⟨
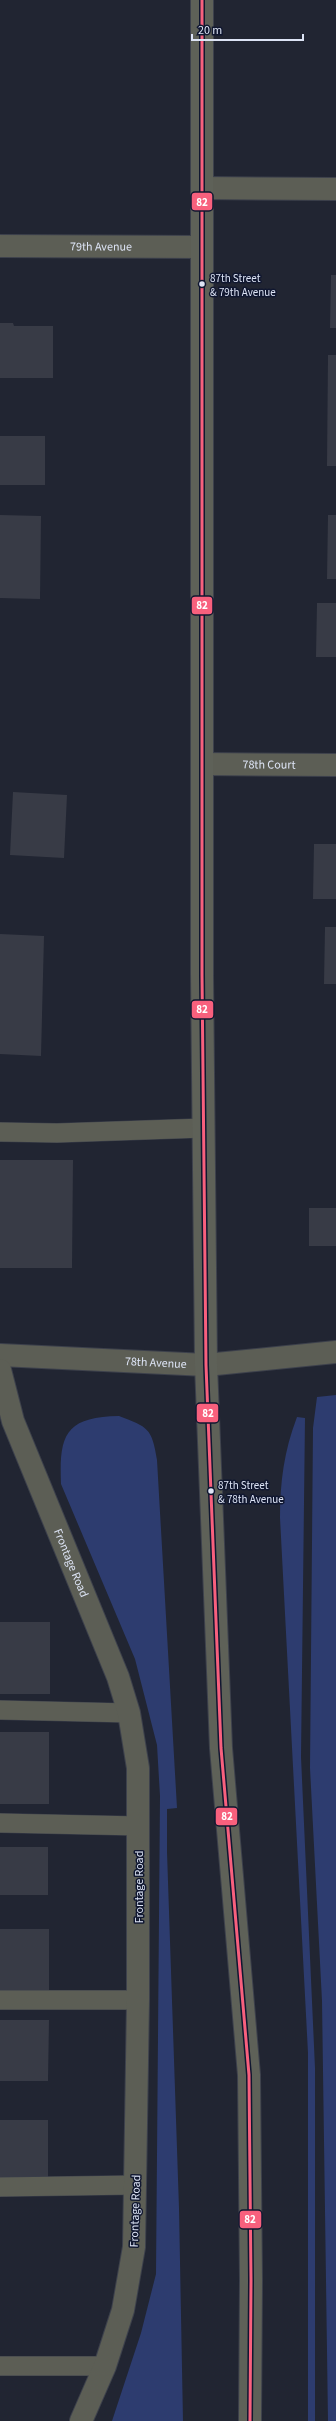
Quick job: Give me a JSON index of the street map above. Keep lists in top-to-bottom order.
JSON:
{
  "streets": {
    "street": [
      "79th Avenue",
      "78th Court",
      "78th Avenue",
      "Frontage Road"
    ]
  },
  "places": ["87th Street & 79th Avenue", "87th Street & 78th Avenue"],
  "lines": ["transit line 82"],
  "scale_bar": "20 m"
}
⟩
ASSIGNMENT: Return the material word for word. Pictures are not part of the copy.

RESULT OF THIS TASK:
Quick job: Give me a JSON index of the street map above. Keep lists in top-to-bottom order.
JSON:
{
  "streets": {
    "street": [
      "79th Avenue",
      "78th Court",
      "78th Avenue",
      "Frontage Road"
    ]
  },
  "places": ["87th Street & 79th Avenue", "87th Street & 78th Avenue"],
  "lines": ["transit line 82"],
  "scale_bar": "20 m"
}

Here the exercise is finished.